Camouflage or not, the new paint job would wipe out the graffiti that animated the back side of the metal tank. The adults in the neighborhood had no idea about the veritable gallery of stick-figure porn in their suburban oasis. The kids, however, knew all about it and were regular patrons, especially when some new "piece" was added.

My family had moved into the area just a few weeks earlier, so my sister and I were confused when our game of neighborhood tag was ruined as one boy began whispering about a "new one on the water tank."
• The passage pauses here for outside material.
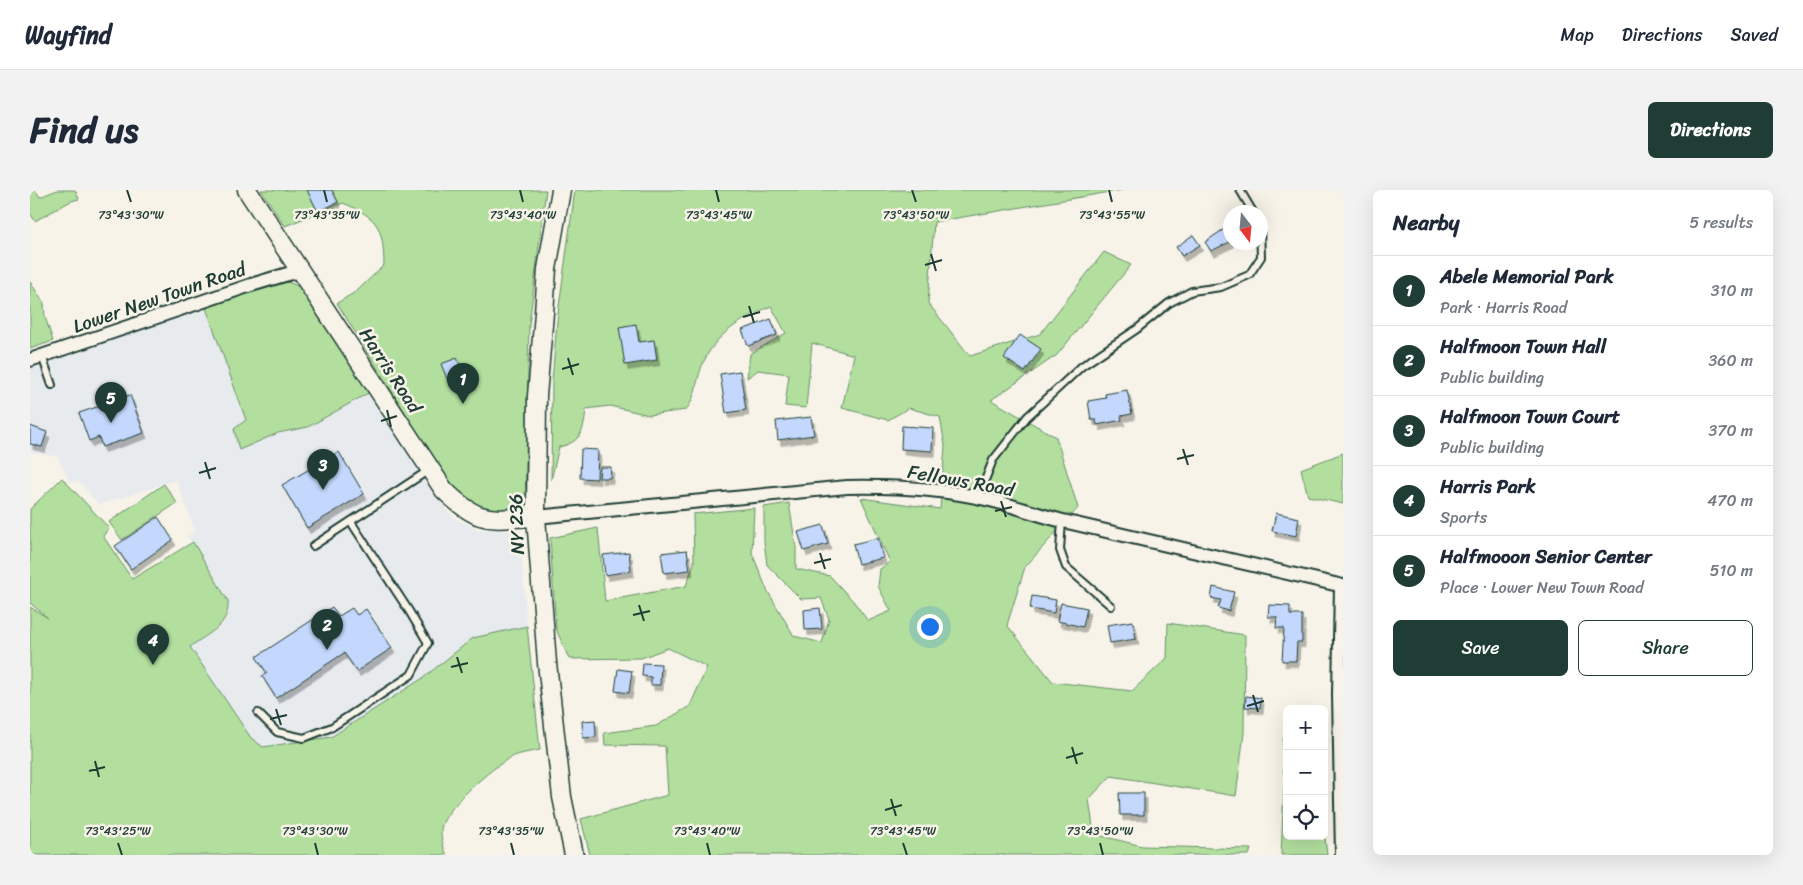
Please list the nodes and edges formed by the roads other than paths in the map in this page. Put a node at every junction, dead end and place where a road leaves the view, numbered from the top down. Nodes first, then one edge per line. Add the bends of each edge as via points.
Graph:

"A new what?" I wanted to know.

I was told it had something to do with (voices were lowered) S ... E ... X.

OK, I thought, big deal.

My sisters and I had been raised on a version of sex involving a man, a woman and "special feelings" that, in a mysterious combination, somehow produced a new human being. The power of "special feelings" boggled our minds. At one time, we might have liked a definition of the term, but our curiosity was squelched by the moony way our parents said "special." After a while, we just didn't want to know.

Although it would be a few years before I understood the "feelings" aspect of sex, I received a thorough and graphic lesson of biological componentry when I rounded the corner of the water tank with my friends.

The more experienced neighborhood kids were standing, facing the tank, in an attitude I can only compare with that of adults at a museum. They nodded to each other in communal appreciation of the display.

Oh boy. I was not prepared. I had no idea which of the many drawings that covered the gray metal was the "new" picture. To me, they were all new. The conversation went something like this:

"Are those people?"

"No duh."

"OK. That one has boobies, and that one has a … a … big stick? Why is he hitting her with it?"

"He's not hitting her, you moron."

"OK." I was trying to sound as if I knew what was going on. I shut my mouth and opened my eyes wider without meaning to. I took in all the pictures. I felt like I should be getting it, but I was not getting it. I began to babble.

"OK, in that one the man (it's a man, right?) has the big stick again (wow, that's actually more like a club or something), only he's not really hitting the woman, but maybe it's not a stick, it's a hose, because it's spraying or something …"

"Are you retarded or what?" my new friend said, looking at me with great disdain. "It's not a stick and it's not a hose, idiot. It's his wiener!"

His wiener. Those two words ushered in a flood of understanding that hit me so hard I thought I was going to vomit.

Oh man. Oh man, oh man, oh man.

I stood there an hour, maybe, dazed and staring. There were so many pictures to study. Everything started to make sense – terrible, horrible sense.

My mother's voice calling me for dinner snapped me back into reality. I ran down the hill and into the house where everyone was already seated around the kitchen table, waiting. I sat down.

Someone said grace. While everyone but me was eating and talking, I looked at my mother. I looked at my father. There were words forming in my throat, moving up to my tongue, threatening to be shouted.

"Special feelings, my ass!"

But I bit them back down and started eating.